Besin Alerjisi Olan Çocukların Beslenme Durumunun Değerlendirilmesi
Abstract
The only treatment of food allergy is the removal of causative food from diet. Foods that cause allergy in childhood include the essential nutrients necessary for the growth of the child. The aim of this study is to assess the nutritional and growth status of children who can not consume these important nutrients. Children were included if they had a proven food allergy treated by an elimination diet for at least 3 months, were more than 6 months and <8 years old, and were following a elimination diet at the time of the study ( from October 2017 to April 2018) and controls included if they were more than 6 months and <8 years old, and they had no food allergies. Patients’ Z scores for weight-for-age, height-for-age, weight-for-height and body mass index were calculated. Nutrient intakes assessment was based on a 3-day diet record. Laboratory results were recorded to evaluate the micronutrient status. A total of 143 children with food allergies and 61 children without food allergies were included in the study. Patients were grouped as under 2 years old and over 2 years old. In both groups children with food allergies and controls had similar weight-for-age, height-for-age, weight-for-height and body mass index Z scores. In over 2 years old group; energy, protein and carbohydrate intakes were similar in both children with food allergies and control. In under 2 years old group, fat intakes were similar in both children with food allergies and control. In over 2 years old group; polyunsaturated fatty acid and fiber intakes were higher but fat and saturated fatty acid intakes were lower in children with food allergies than controls. In under 2 years old group; energy, carbohydrate, polyunsaturated fatty acid and fiber intakes were higher but protein, saturated fatty acid and cholesterol intakes were lower in children with food allergies than controls.
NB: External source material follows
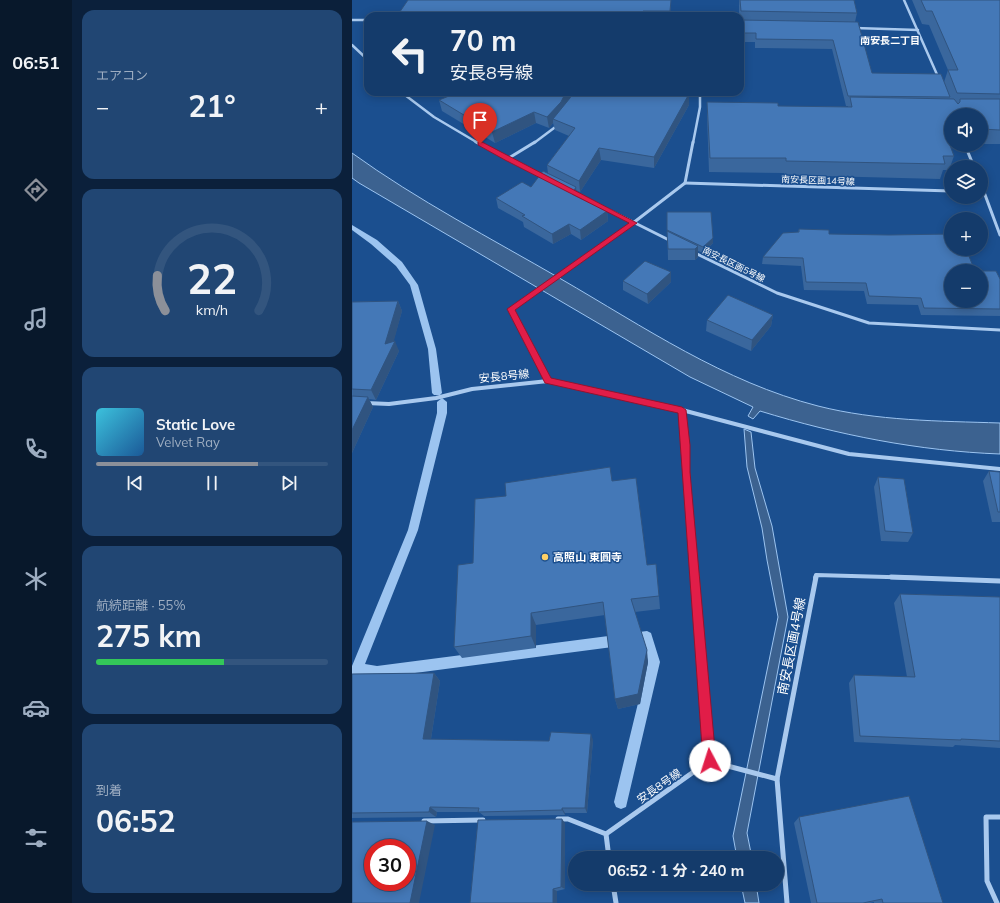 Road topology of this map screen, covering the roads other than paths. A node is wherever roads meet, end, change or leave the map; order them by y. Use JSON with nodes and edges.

In both age groups, iron intakes were higher but calcium and riboflavin intakes were lower in children with food allergies than controls. In both age groups; vitamin B6, vitamin E and vitamin C intakes were higher in children with food allergies than controls. In over 2 years old group, laboratory results showed that ferritin levels were higher in children with food allergies than controls. In order to overcome long term food elimination related deficiencies, evaluation of nutritional status with dietician, close follow up of growth and supplementation of deficient macro and micronutrients are crucial.